Distinguishing Valid Empty States from Errors

Ask yourself: "Would an empty result surprise the caller and cause problems downstream?"

ScenarioEmpty/Default OK?Recommended Approach
Query returns no matching records✅ YesReturn empty list
Required config file is missing❌ NoRaise FileNotFoundError
API call fails❌ NoRaise exception with details
Optional field not provided✅ YesReturn None or default
Required field missing from response❌ NoRaise ValueError
User has no assigned tasks✅ YesReturn empty list
User account doesn't exist❌ NoRaise UserNotFoundError

Benefits of Fail-Fast

Immediate feedback: Errors caught at the source, not downstream

Clear error messages: Exception describes exactly what went wrong

Easier debugging: Stack trace points to the actual problem

Explicit contracts: Function signature and behavior are unambiguous

No hidden state: Caller always knows if operation succeeded

Prevents data corruption: Invalid states don't propagate through the system

Let Exceptions Propagate in Services

Service methods should not catch exceptions and continue with default values. Let exceptions propagate to fail the calling workflow:

python
# ❌ BAD: Catch and continue with empty data
def collect_stats(self, project: str) -> Stats:
    try:
        prs = self.pr_service.get_open_prs(project)
    except Exception as e:
        print(f"Error: {e}")
        prs = []  # ❌ Silent failure - stats will be wrong
    return Stats(prs=prs)

# ✅ GOOD: Let exceptions propagate
def collect_stats(self, project: str) -> Stats:
    prs = self.pr_service.get_open_prs(project)  # ✅ Fails if API errors
    return Stats(prs=prs)

If the GitHub API fails, the workflow should fail - not continue with incomplete data.

Custom Exception Classes

Define specific exceptions to make error handling clear:

python
# domain/exceptions.py
class ClaudeChainError(Exception):
    """Base exception for ClaudeChain errors."""
    pass

class ConfigurationError(ClaudeChainError):
    """Raised when configuration is invalid or missing."""
    pass

class ProjectNotFoundError(ClaudeChainError):
    """Raised when a project doesn't exist."""
    pass

class TaskNotFoundError(ClaudeChainError):
    """Raised when a task doesn't exist."""
    pass

# Usage
def get_project(name: str) -> Project:
    project = self.repository.find_by_name(name)
    if project is None:
        raise ProjectNotFoundError(f"Project '{name}' not found")
    return project

Fail-Fast Checklist

When writing code that handles potentially missing data:

  • Would an empty result indicate an error or a valid state?
  • Will the caller be able to proceed meaningfully with empty/default data?
  • Could this silent failure cause problems downstream?
  • Is the default value truly sensible, or just convenient?
  • Would I want to know immediately if this value was missing?
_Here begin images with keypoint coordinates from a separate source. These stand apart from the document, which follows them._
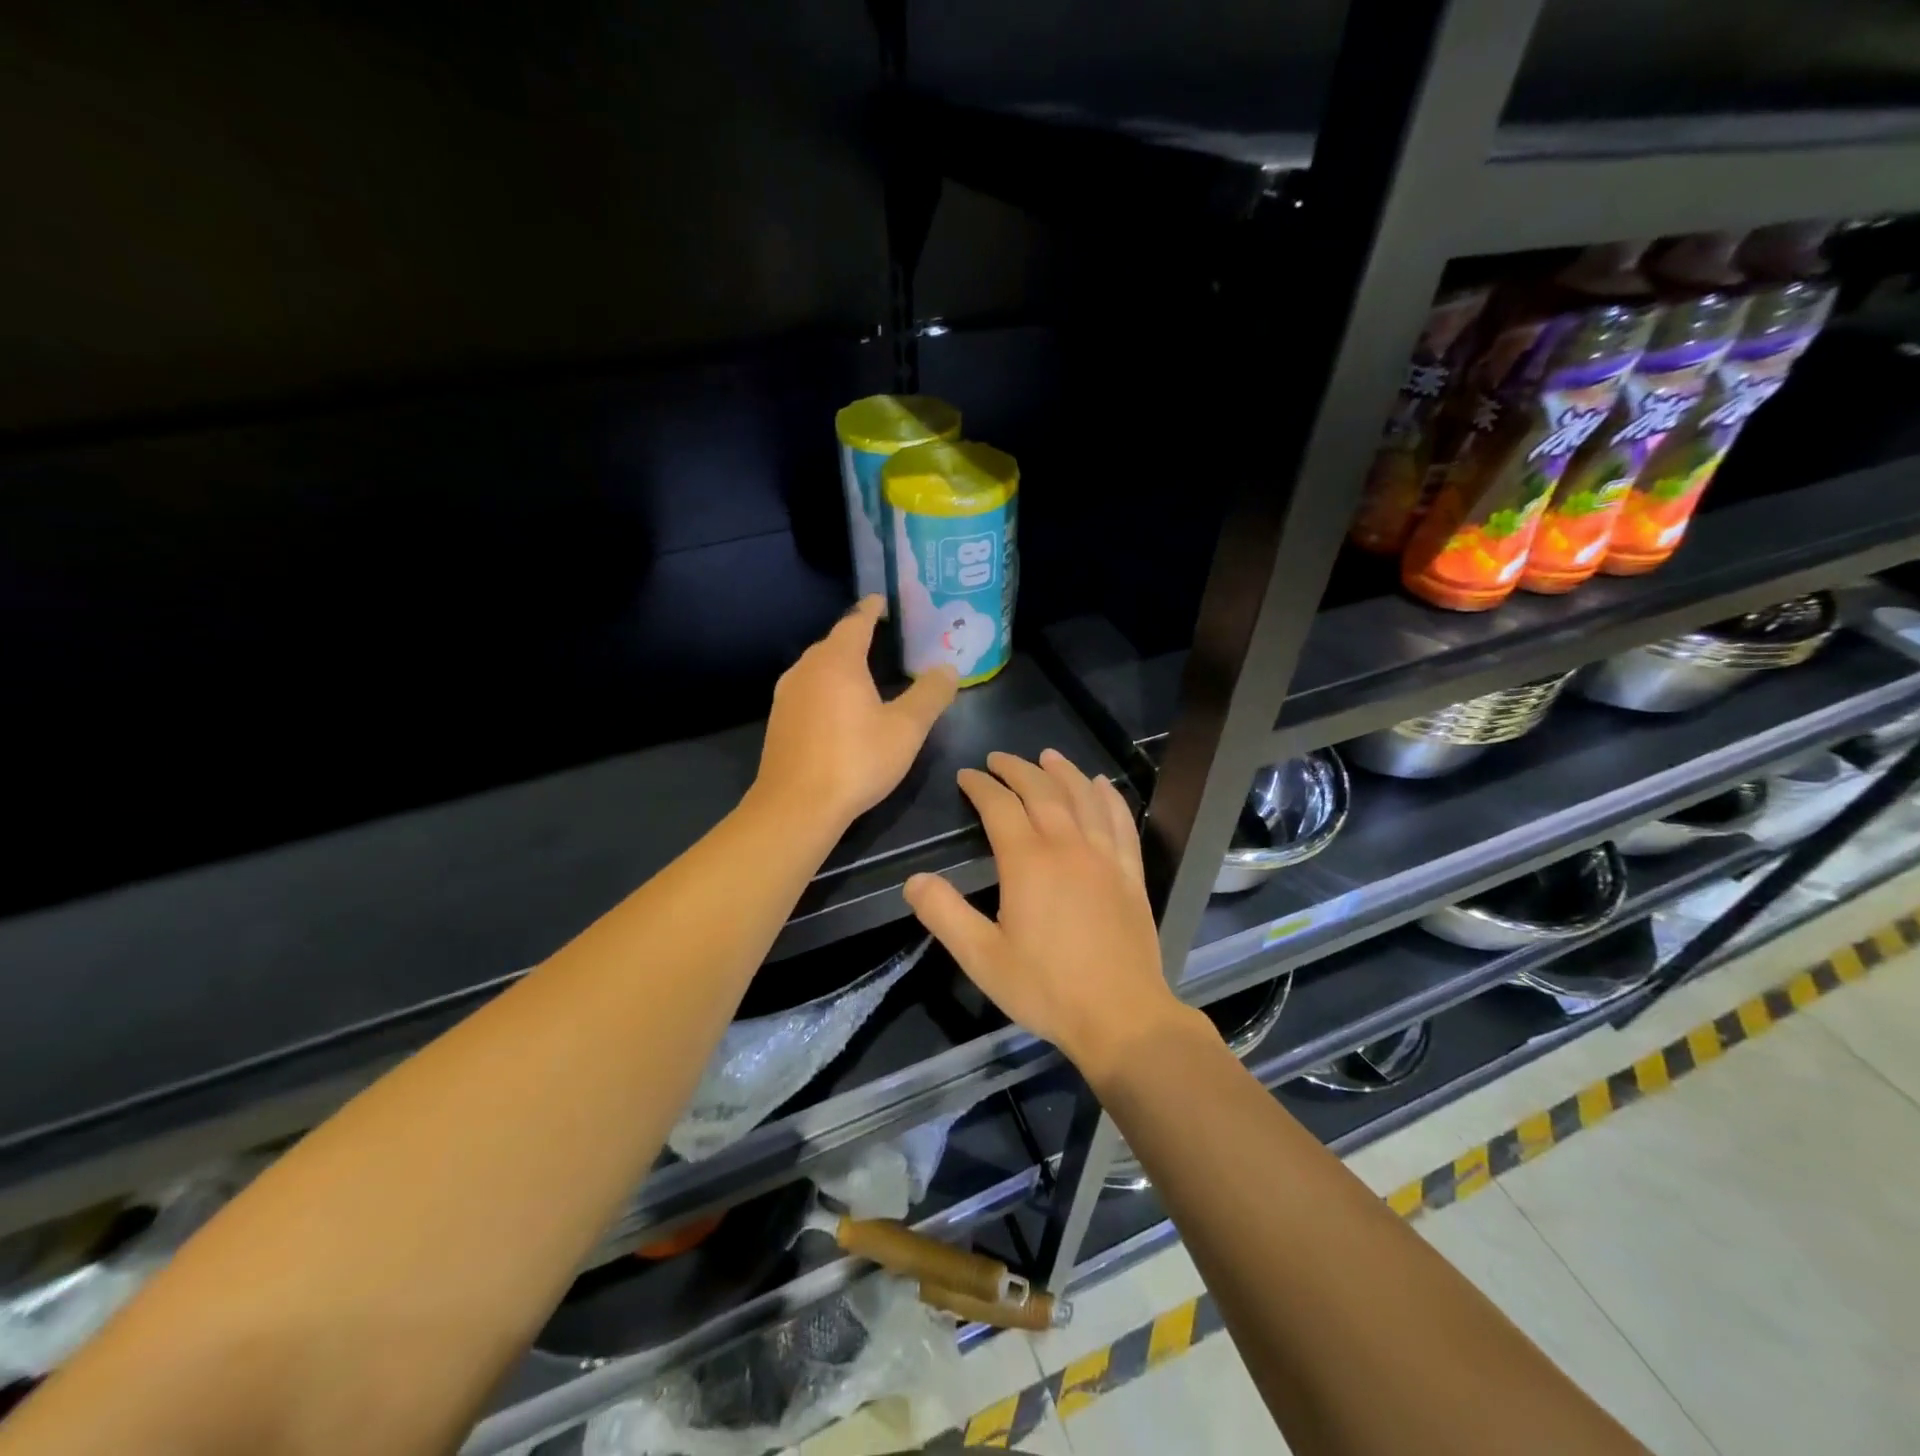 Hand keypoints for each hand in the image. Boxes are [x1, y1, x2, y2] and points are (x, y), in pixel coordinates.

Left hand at [755, 596, 959, 828]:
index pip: (856, 621)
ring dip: (840, 664)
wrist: (796, 806)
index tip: (883, 601)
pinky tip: (839, 707)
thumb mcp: (906, 729)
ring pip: (817, 667)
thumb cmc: (856, 760)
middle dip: (857, 636)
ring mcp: (787, 695)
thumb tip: (949, 669)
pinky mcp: (779, 721)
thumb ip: (930, 695)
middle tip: (883, 637)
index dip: (872, 609)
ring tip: (863, 671)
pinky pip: (807, 690)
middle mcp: (806, 669)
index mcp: (838, 661)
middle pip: (833, 642)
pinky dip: (827, 687)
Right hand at [903, 750, 1195, 1084]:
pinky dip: (1109, 797)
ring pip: (1083, 797)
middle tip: (999, 758)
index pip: (1000, 806)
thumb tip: (913, 880)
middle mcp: (1067, 846)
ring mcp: (1104, 856)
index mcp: (1028, 862)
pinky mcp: (1130, 872)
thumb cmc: (1046, 988)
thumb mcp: (982, 958)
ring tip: (1048, 755)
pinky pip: (1121, 821)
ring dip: (1063, 772)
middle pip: (1042, 791)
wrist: (1120, 1016)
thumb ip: (945, 915)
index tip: (967, 775)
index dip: (981, 786)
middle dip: (1017, 769)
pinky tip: (1102, 786)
When in doubt, raise an exception. It's easier to catch and handle an exception than to debug silent failures.

Principle: Configuration Should Flow Downward

Configuration values should flow explicitly from the entry point (CLI, web handler) down through the layers. Defaults in the middle of the call stack are dangerous because callers may unintentionally rely on them, leading to bugs.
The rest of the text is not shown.